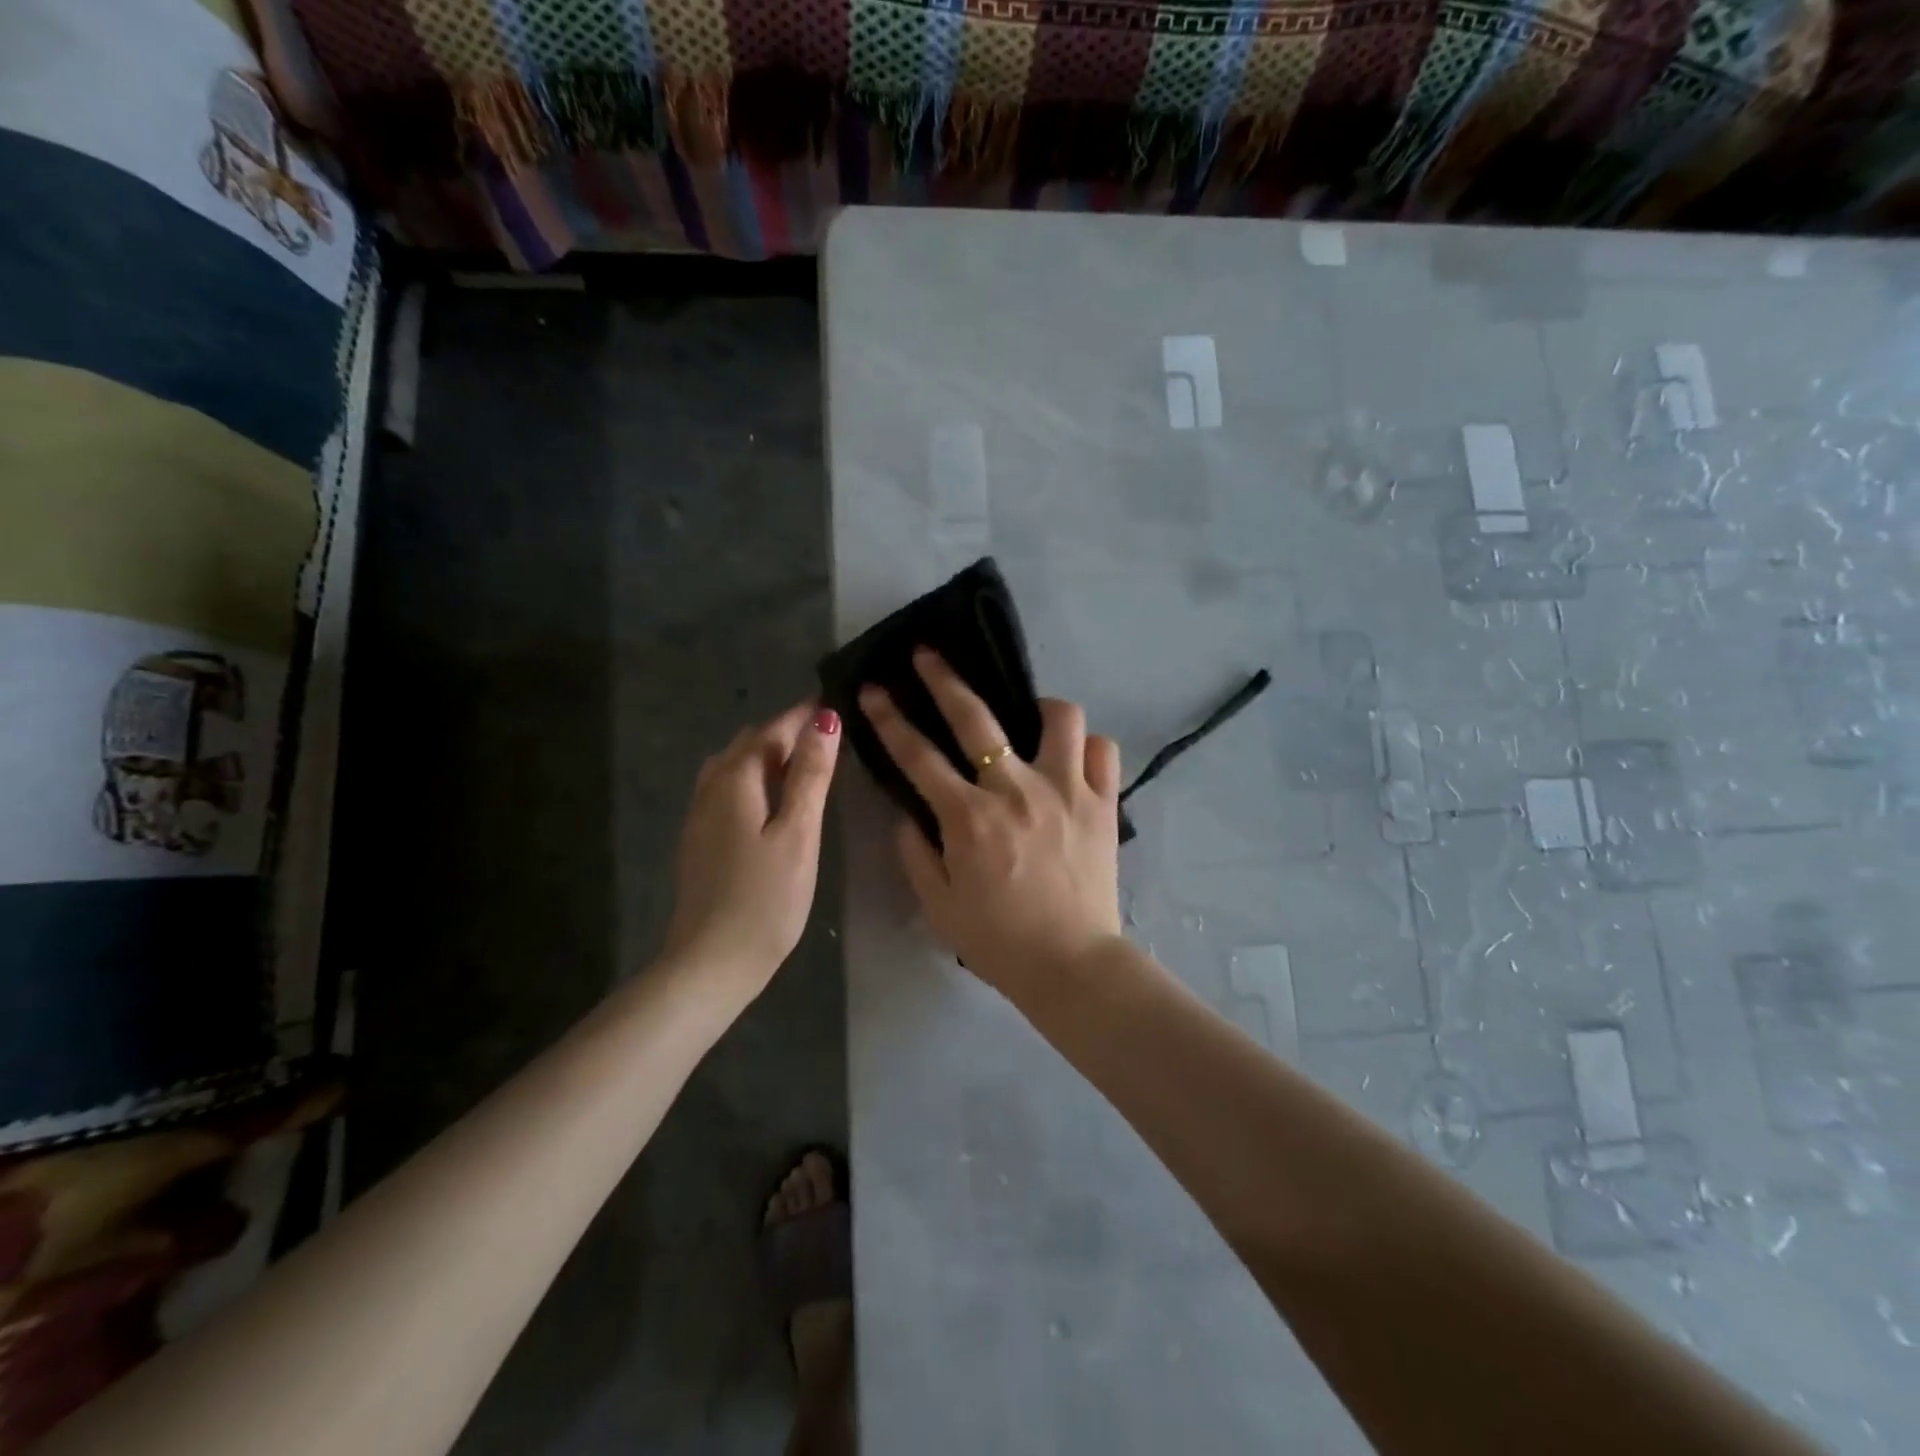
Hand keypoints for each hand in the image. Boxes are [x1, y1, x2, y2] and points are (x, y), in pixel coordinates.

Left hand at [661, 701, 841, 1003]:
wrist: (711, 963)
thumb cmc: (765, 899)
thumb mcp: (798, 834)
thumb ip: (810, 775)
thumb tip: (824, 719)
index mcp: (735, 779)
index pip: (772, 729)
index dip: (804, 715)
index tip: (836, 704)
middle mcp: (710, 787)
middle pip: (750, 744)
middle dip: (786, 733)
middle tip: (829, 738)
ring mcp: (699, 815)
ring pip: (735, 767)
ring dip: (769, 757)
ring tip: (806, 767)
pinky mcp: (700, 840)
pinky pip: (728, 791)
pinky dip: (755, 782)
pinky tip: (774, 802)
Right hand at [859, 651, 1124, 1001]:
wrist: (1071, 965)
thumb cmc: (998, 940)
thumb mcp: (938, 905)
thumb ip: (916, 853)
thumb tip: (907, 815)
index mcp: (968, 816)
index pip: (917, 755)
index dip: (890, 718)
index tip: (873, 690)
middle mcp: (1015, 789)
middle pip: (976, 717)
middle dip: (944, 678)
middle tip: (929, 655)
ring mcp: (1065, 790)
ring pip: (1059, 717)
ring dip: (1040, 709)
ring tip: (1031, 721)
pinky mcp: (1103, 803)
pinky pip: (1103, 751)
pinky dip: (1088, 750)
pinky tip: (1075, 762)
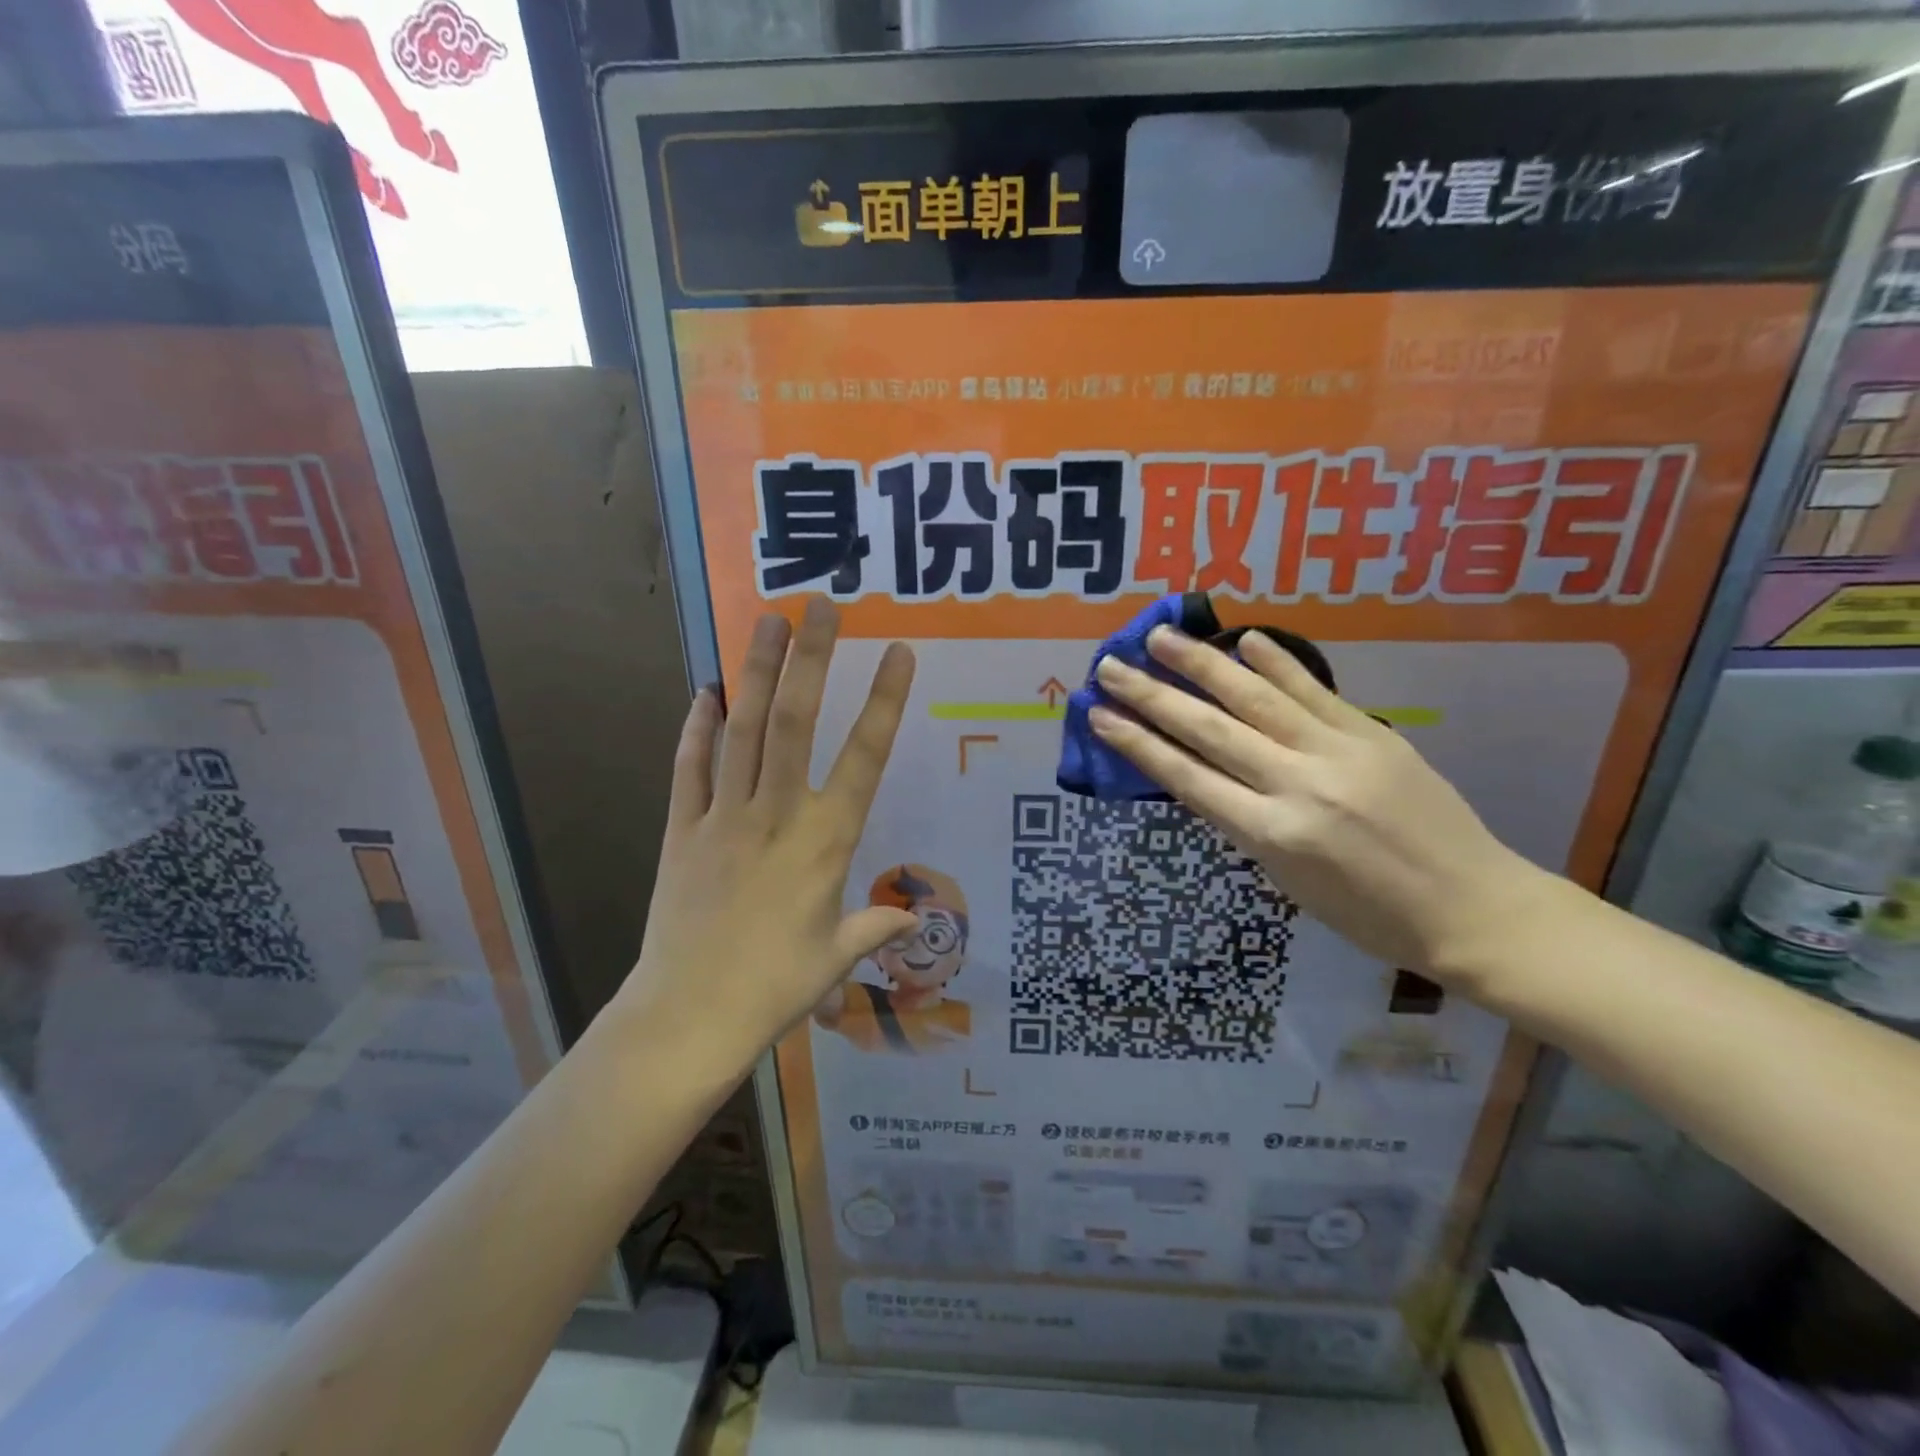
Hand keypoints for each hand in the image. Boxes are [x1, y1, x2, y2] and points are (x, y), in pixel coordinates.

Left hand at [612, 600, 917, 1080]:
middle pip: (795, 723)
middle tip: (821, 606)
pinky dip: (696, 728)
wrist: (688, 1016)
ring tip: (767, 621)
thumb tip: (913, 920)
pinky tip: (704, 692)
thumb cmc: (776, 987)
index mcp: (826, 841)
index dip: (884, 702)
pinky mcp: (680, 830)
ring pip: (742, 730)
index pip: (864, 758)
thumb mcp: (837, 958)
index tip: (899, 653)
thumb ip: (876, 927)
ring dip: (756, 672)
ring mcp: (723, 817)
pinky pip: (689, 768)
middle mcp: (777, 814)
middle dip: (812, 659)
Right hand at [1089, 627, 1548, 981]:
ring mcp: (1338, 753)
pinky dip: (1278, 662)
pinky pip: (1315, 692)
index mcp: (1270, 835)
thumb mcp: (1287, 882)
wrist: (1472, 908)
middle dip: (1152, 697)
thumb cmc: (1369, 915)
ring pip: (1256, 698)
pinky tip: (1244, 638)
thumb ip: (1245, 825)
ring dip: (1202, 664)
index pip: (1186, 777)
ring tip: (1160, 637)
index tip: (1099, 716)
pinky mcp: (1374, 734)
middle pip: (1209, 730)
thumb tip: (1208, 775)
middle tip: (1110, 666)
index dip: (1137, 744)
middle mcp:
+---+
#### [Directions]
Return the opening line of the data above and every line after it up to and including the line that holds "middle pip: (795, 723)"; pictures stay out.

#### [Worked solution]
Hand keypoints for each hand in the image. Boxes are [x1, y1, x2, y2] and points are (x, y), in pixel coordinates.

Left hand at [661, 701, 841, 1003]:
wrist: (711, 963)
thumb cmc: (765, 899)
thumb mcp: (798, 834)
thumb ip: (810, 775)
thumb tip: (824, 719)
index mcp: (735, 779)
index pip: (772, 729)
index dip: (804, 715)
index tip: (836, 704)
middle mcp: (710, 787)
middle pip: (750, 744)
middle dip: (786, 733)
middle tip: (829, 738)
ring mcp: (699, 815)
ring pip: (735, 767)
ring dip: (769, 757)
ring tip: (806, 767)
pinky mcp: (700, 840)
pinky pip: (728, 791)
pinky dip: (755, 782)
pinky tip: (774, 802)
Right hand at [859, 651, 1124, 1001]:
wrist: (1071, 965)
thumb cmc: (998, 940)
thumb mcp: (938, 905)
thumb ip: (916, 853)
thumb tip: (907, 815)
index mcp: (968, 816)
index pip: (917, 755)
index dip: (890, 718)
index tip: (873, 690)
middle mcp: (1015, 789)
middle pip: (976, 717)
middle dip: (944, 678)
middle tip: (929, 655)
ring mcp: (1065, 790)
ring pip: (1059, 717)
ring dip: (1040, 709)
ring tip: (1031, 721)
pinky mcp: (1103, 803)
pinky pip: (1103, 751)
pinky dip: (1088, 750)
pinky tip: (1075, 762)
Hand keypoints for each hand in the image. Boxes are [x1, y1, x2, y2] and points are (x, y), in pixel coordinates.

Left hand at [612, 600, 917, 1080]:
middle pip: (795, 723)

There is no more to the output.